Overexpression of the apoptotic antagonists Bcl-2 (19, 20, 21, 22, 30) and Bcl-xL (30) and absence of the apoptosis promoter Bax (30) have been demonstrated in KS and are considered to be important in its pathogenesis. Nevertheless, the differences in the expression of Bcl-2 family molecules among KS epidemiologic forms with different aggressive potential have never been systematically evaluated. The aim of our study was to compare the immunohistochemical expression of Bcl-2, Bcl-xL, and Mcl-1 in AIDS-KS and C-KS lesions, including their variations from the plaque stage to the end tumor stage. We found statistically significant differences in the average intensity of immunohistochemical staining according to the type of lesions (progression stages) and the serologic status of the patients. The intensity of Bcl-2 staining was correlated with the progression stage in KS lesions, being more intense (more than 2-fold in average score) in tumors than in plaques. The cellular composition of lesions could explain some of the differences: Patch stage lesions of KS contain more neoplastic vessels, and tumors contain more spindle cell fascicles. The stage-related differences that we found in Bcl-2 expression can be associated with changes in both cell density and cell phenotype. Thus, the contribution of Bcl-2 overexpression to the progression of KS lesions by an antiapoptotic mechanism seems to be crucial, even though other antiapoptotic molecules and mechanisms are also involved.

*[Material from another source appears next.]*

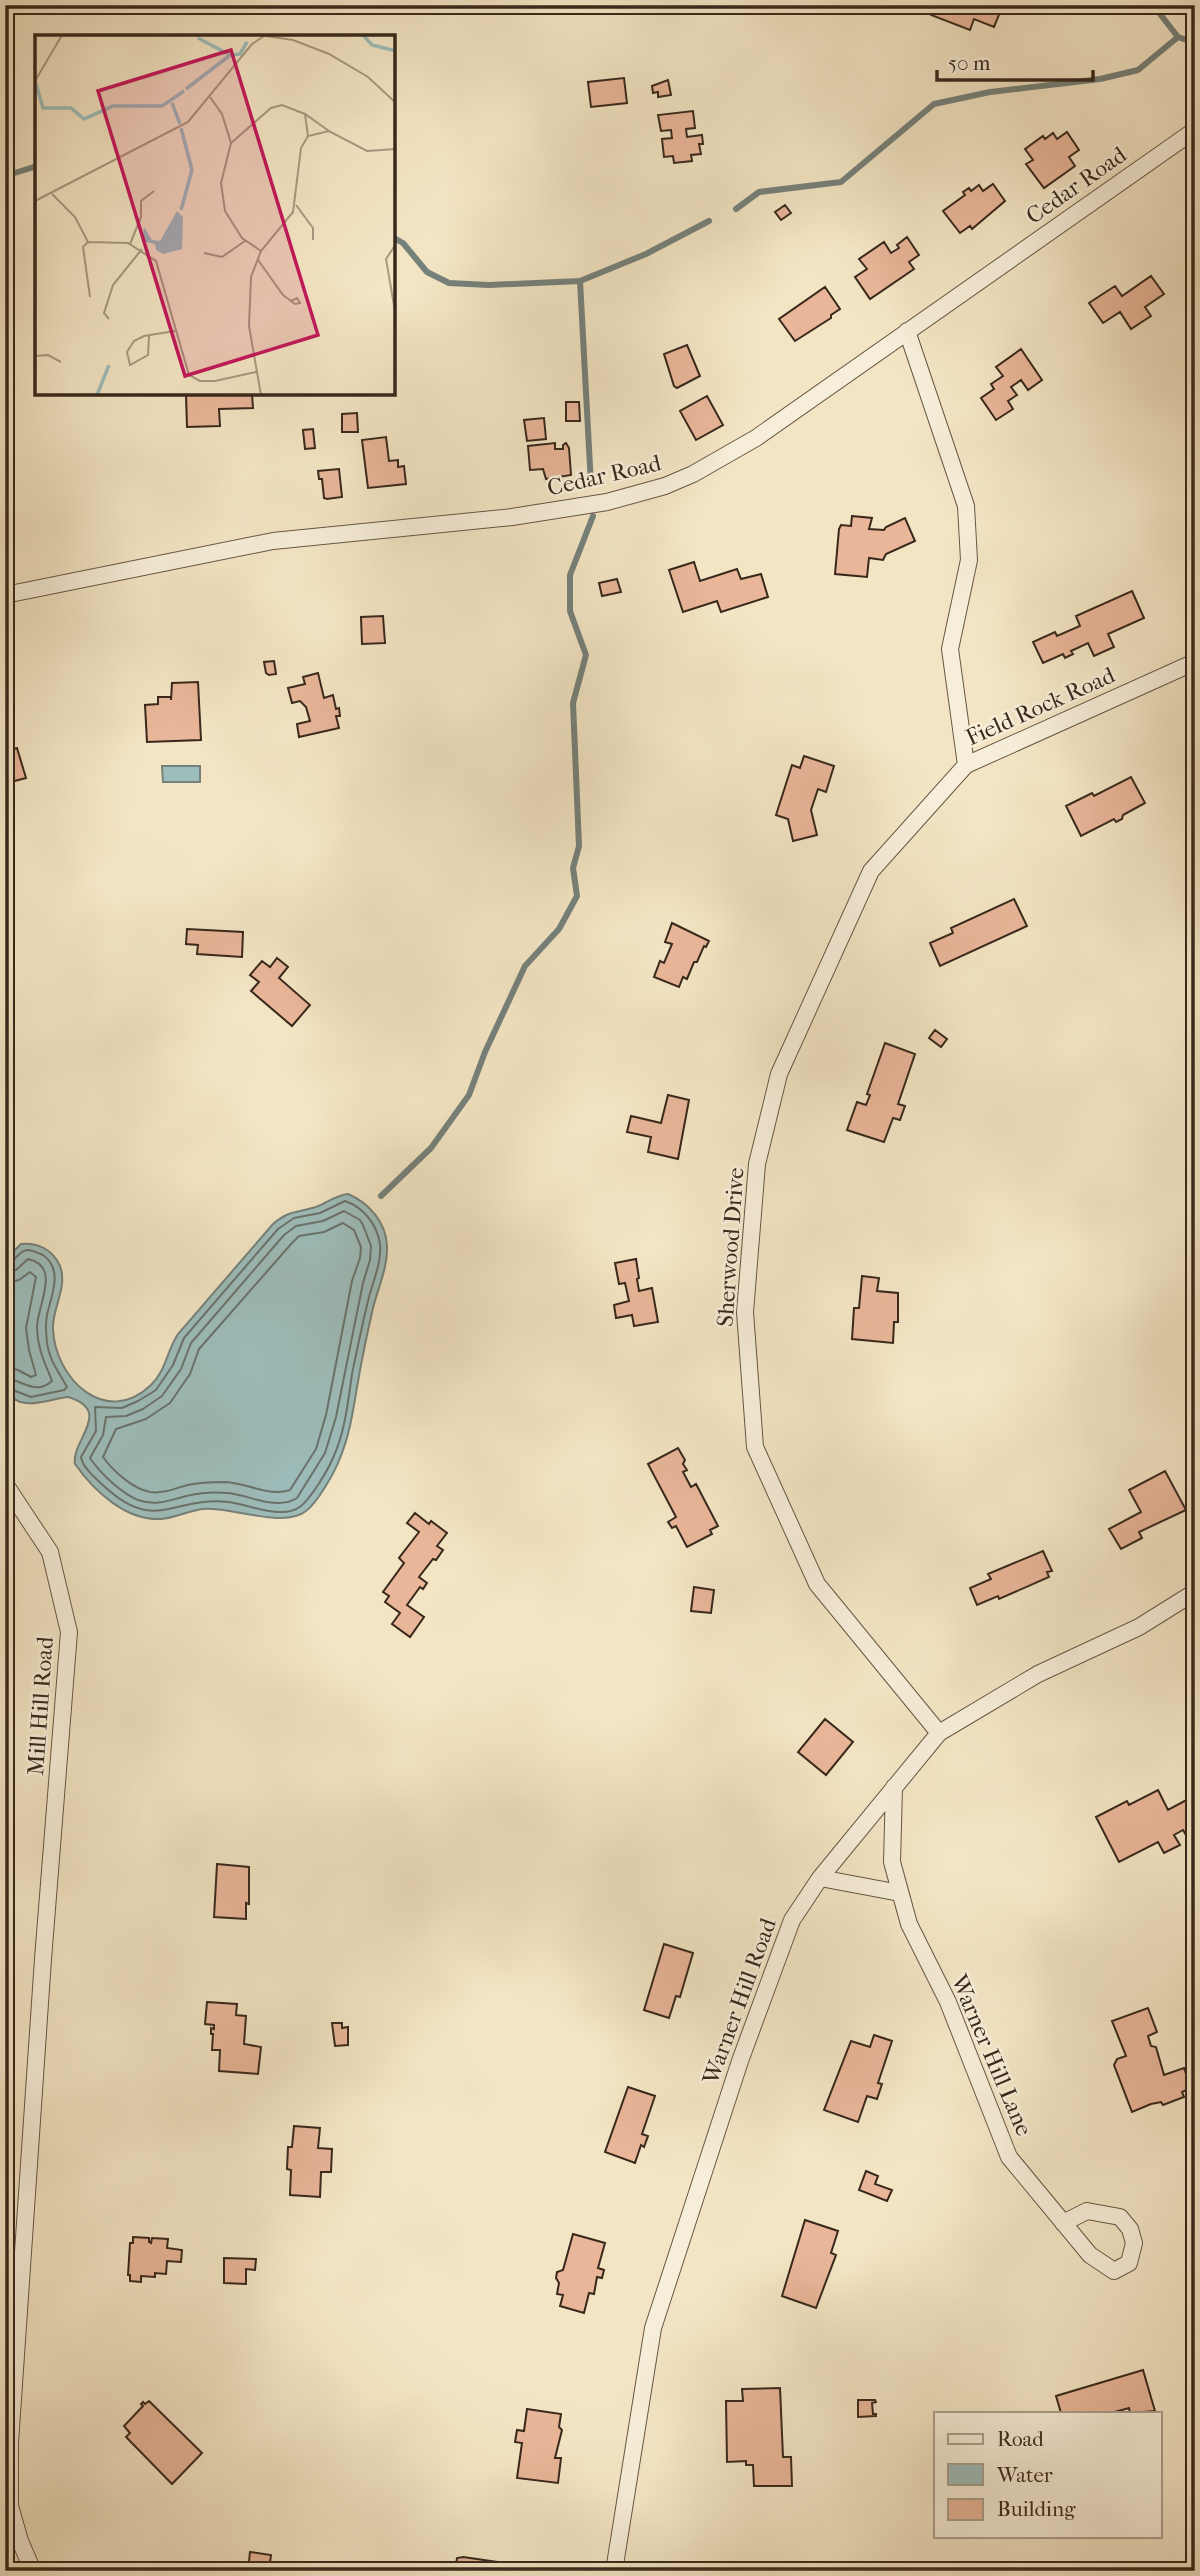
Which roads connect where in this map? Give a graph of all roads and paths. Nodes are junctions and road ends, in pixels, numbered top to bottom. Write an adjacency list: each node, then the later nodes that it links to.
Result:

In contrast to Bcl-2, the mean intensity of staining corresponding to the other members of the Bcl-2 family evaluated in this study seemed to be dependent on the presence of HIV infection. Thus, Mcl-1 staining was more intense in AIDS-KS cases, whereas Bcl-x positivity was stronger in C-KS cases. The local CD8-positive T-cell infiltration present in KS likely is accountable for γIFN production and, consequently, induction of Bcl-x (30, 34) and Mcl-1 (41) (but not Bcl-2 [30]) overexpression in KS spindle cells.

It remains to be seen whether the herein identified differences in Mcl-1 and Bcl-x expression between AIDS-KS and C-KS are the result of HIV infection–related influences on cytokines and growth factors such as γIFN and bFGF, which provide the paracrine/autocrine stimuli leading to the development of KS. In the case of Mcl-1, it is plausible that HIV-1 Tat protein contributes to the preferential expression of this antiapoptotic molecule. Be that as it may, our findings suggest the involvement of Bcl-2 family proteins in the pathogenesis of KS, particularly in relation to histopathologic stage and HIV infection status.